Barbecue has always been a family tradition for “Famous Dave” Anderson, so when he opened up the first Famous Dave’s in his mom’s hometown in 1994, he never wanted it to be a chain. He could have had a hundred restaurants—nearing the end of 2017, the franchise has about 170 locations today—but to be called a chain? In his mind, that’s an “evil word.”
That’s why one of his biggest regrets was making Famous Dave’s a public company. He’s not going to make the same mistake with Jimmie’s Old Southern BBQ Smokehouse. Each location has its own personality and the environment of a family-owned local legacy, where regulars are welcome with a familiar grin, not a generic “How are you?”

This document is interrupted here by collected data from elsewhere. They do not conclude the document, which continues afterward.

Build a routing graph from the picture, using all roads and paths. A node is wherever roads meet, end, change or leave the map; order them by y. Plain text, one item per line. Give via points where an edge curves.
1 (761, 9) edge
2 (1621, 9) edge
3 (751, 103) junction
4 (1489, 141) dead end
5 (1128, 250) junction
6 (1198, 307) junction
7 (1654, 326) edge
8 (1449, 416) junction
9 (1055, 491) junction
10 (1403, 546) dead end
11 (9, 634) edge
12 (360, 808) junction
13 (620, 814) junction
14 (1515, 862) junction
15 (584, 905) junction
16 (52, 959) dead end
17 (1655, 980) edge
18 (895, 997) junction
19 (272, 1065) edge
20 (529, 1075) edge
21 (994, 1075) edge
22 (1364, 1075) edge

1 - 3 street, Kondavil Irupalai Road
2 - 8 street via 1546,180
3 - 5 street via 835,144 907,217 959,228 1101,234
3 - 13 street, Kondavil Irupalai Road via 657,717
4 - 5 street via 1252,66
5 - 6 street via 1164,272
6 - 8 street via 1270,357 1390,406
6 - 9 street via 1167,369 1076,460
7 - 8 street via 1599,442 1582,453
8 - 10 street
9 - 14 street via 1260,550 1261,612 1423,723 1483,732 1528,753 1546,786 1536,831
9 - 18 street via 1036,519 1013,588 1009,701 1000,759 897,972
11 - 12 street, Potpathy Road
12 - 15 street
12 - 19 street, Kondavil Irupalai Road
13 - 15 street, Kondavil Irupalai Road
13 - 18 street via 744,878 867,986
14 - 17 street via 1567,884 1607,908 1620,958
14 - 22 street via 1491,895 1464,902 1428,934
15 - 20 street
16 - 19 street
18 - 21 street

“Any business is about the people,” Anderson said, “but when you’re making decisions based on a quarterly report, there are some things you lose passion for.” His passion? Making each restaurant feel like it’s family owned and finding the best possible ingredients for every item on the menu.
Anderson believes the people who achieve the most success are those who push themselves past their limits. It’s about doing what needs to be done even if it’s easier to quit. Instead of focusing on a reward, sometimes it’s about finding grit to get better. When Anderson started competing in barbecue competitions, the prizes were $10, $25 cash prizes, and if he was lucky, a little plastic trophy. All that mattered to him was having fun and testing his mettle against the best in the best. Now barbecuing is almost its own sport, according to Anderson, and his place in it has changed. First he made a barbecue empire; now he wants to make a barbecue home.

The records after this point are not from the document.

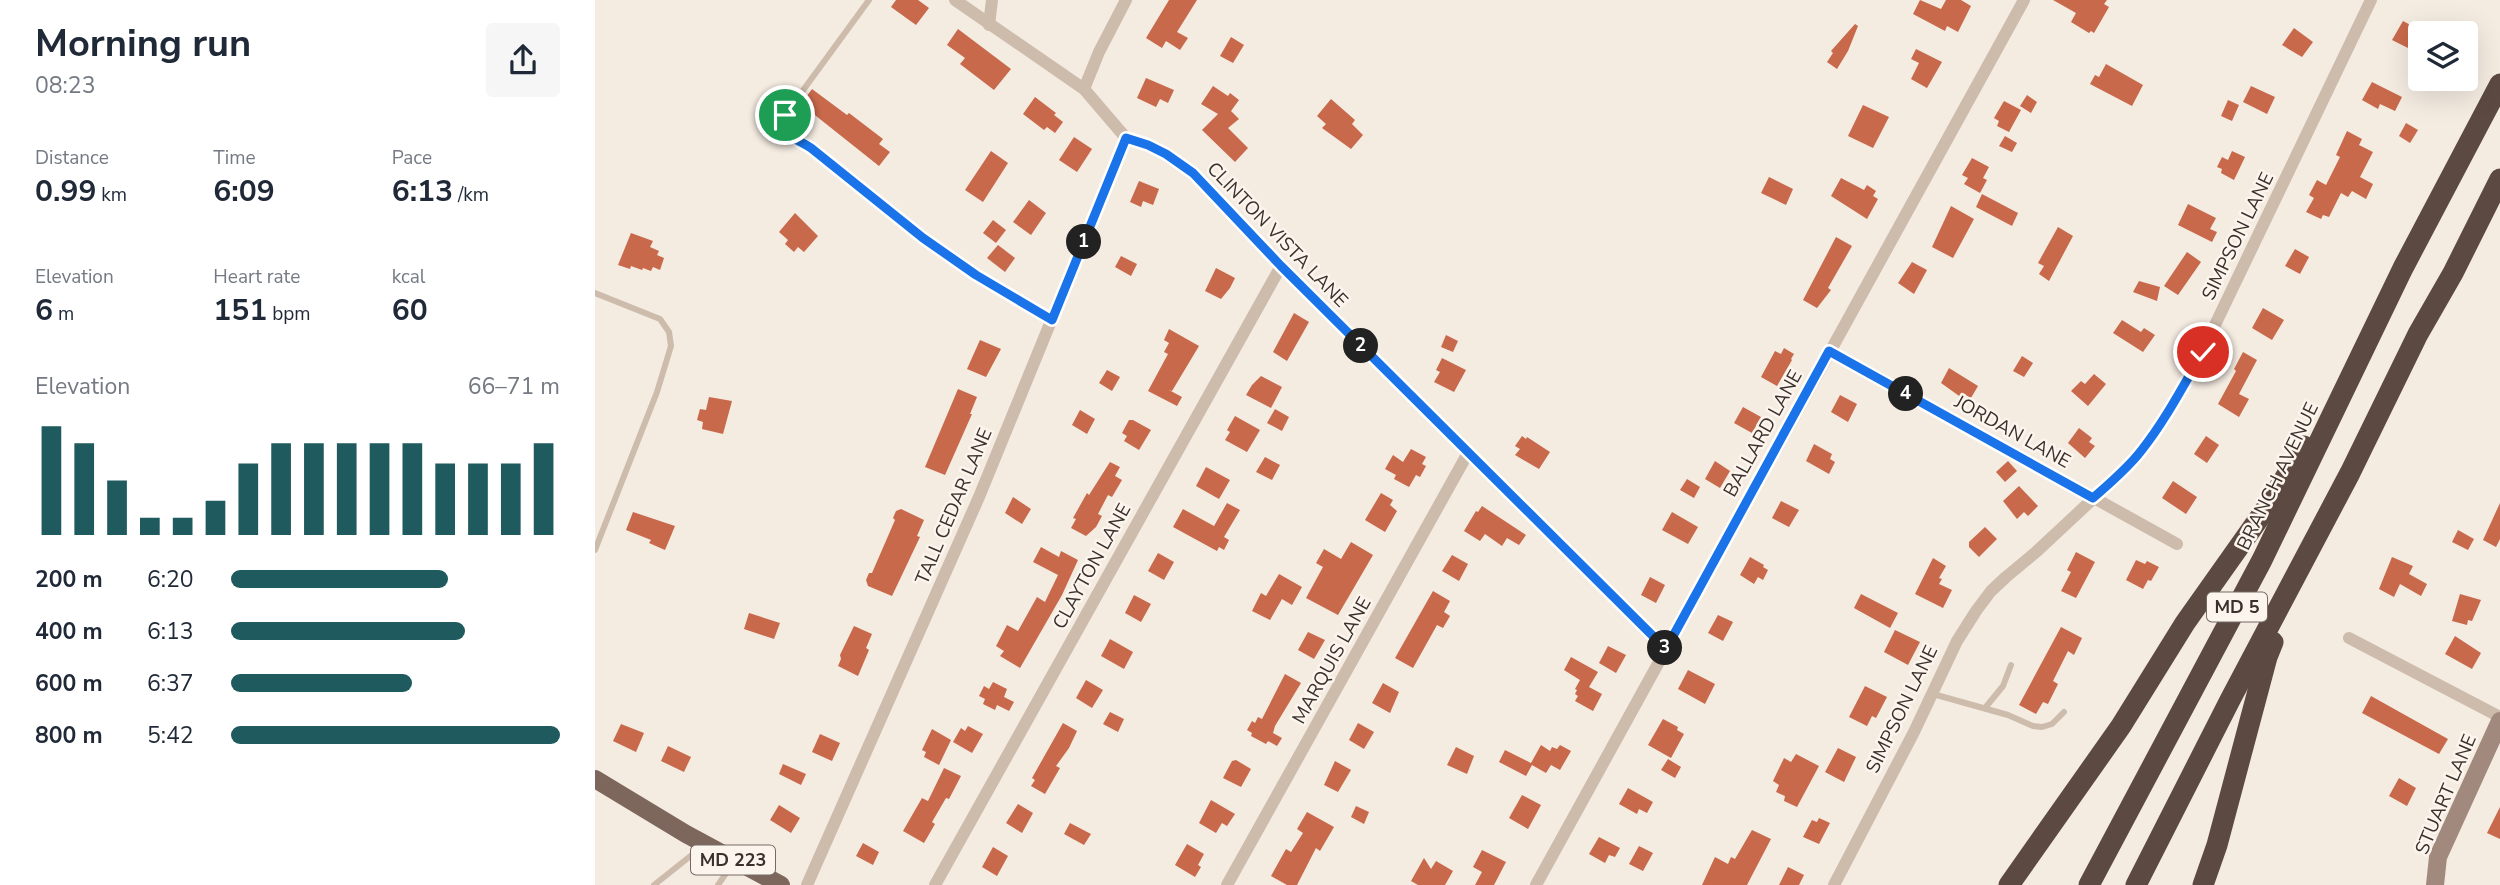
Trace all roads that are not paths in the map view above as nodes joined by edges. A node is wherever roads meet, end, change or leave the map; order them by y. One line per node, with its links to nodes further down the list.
1 (869, 0): 14 (lane)
2 (955, 0): 7 (street, CLINTON VISTA LANE)
3 (992, 0): 7 (street)
4 (1126, 0): 9 (street)
5 (2024, 0): 16 (street, BALLARD LANE)
6 (2371, 0): 18 (street, SIMPSON LANE)
7 (989, 25): 9 (street, CLINTON VISTA LANE)
8 (2500, 84): 15 (highway, BRANCH AVENUE / MD 5)
9 (1084, 89): 10 (street, CLINTON VISTA LANE)
10 (1126, 138): 12 (street, CLINTON VISTA LANE); 14 (street, TALL CEDAR LANE)
11 (2500, 179): 19 (highway, MD 5)
12 (1281, 266): 17 (street, CLINTON VISTA LANE); 38 (street, CLAYTON LANE)
13 (595, 293): 21 (lane)
14 (1052, 320): 37 (street, TALL CEDAR LANE)
15 (2376, 324): 42 (highway); 43 (highway, BRANCH AVENUE / MD 5)
16 (1829, 351): 18 (street, JORDAN LANE); 23 (street, BALLARD LANE)
17 (1468, 453): 23 (street, CLINTON VISTA LANE); 39 (street, MARQUIS LANE)
18 (2093, 498): 20 (street, JORDAN LANE); 25 (street, SIMPSON LANE)
19 (2322, 527): 44 (highway, MD 5); 45 (highway)
20 (2178, 544)
21 (595, 550)
22 (2349, 638): 28 (street)
23 (1666, 649): 40 (street, BALLARD LANE)
24 (2011, 665): 26 (lane)
25 (1931, 693): 26 (lane); 41 (street, SIMPSON LANE)
26 (1985, 708): 27 (lane)
27 (2064, 712)
28 (2500, 719): 46 (street, STUART LANE)
29 (595, 779): 30 (main road, MD 223)
30 (686, 834): 31 (main road, MD 223); 36 (main road, MD 223)
31 (703, 846): 32 (main road, MD 223); 33 (lane)
32 (731, 866): 34 (lane); 35 (main road, MD 223)
33 (654, 885)
34 (718, 885)
35 (759, 885)
36 (781, 885)
37 (807, 885)
38 (935, 885)
39 (1227, 885)
40 (1536, 885)
41 (1834, 885)
42 (2009, 885)
43 (2089, 885)
44 (2136, 885)
45 (2203, 885)
46 (2435, 885)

At his restaurants, Anderson works to teach his employees the same work ethic that brought him his success. Customers aren’t the only ones Anderson cares about; he wants his employees to grow with him, too. Jimmie’s Old Southern is not only about providing its employees a consistent future but also about being a stepping stone to help them develop their skills.
To Anderson, having it too easy can mean you become complacent, and he doesn’t want his employees to limit themselves. He provides a rigorous leadership program that actually does not make the employees feel good about themselves. Instead, it makes them realize how much they can accomplish when they don’t give up, whether the pressure is coming from their personal life or in the form of a hectic day on the job. With Jimmie’s Old Southern, hectic days do happen, but it’s usually because of a good reason—say, a packed restaurant and a waiting list full of eager customers. After all, on opening day in Edina, Jimmie’s Old Southern line stretched down the street, and even now, when the crowds are particularly hungry, the line goes out the door.
With that kind of demand, Anderson pushes himself and his team, and that—his vision and leadership—is his recipe for success, even more than his award winning barbecue sauces. So really, it’s not much of a surprise “Famous Dave” Anderson might be up all hours of the night working on another recipe. It’s not a surprise he cares so much about the details that go into sourcing the best ingredients for his barbecue meals. It’s not a surprise he cares about not only his customers but his employees and his community. Anderson dreams big, and with Jimmie’s Old Southern, he’s gone all in on making his dream come to life.
“While Famous Dave’s was my life’s dream, I think Jimmie’s Old Southern is the evolution of my life’s passion,” Anderson said. “When Famous Dave’s was first coming to the Twin Cities, there were only three barbecue restaurants. Today, there’s over 50, and they’re still popping up. If we do what we do well; it’s like one [drop] in the ocean. All the ships rise.”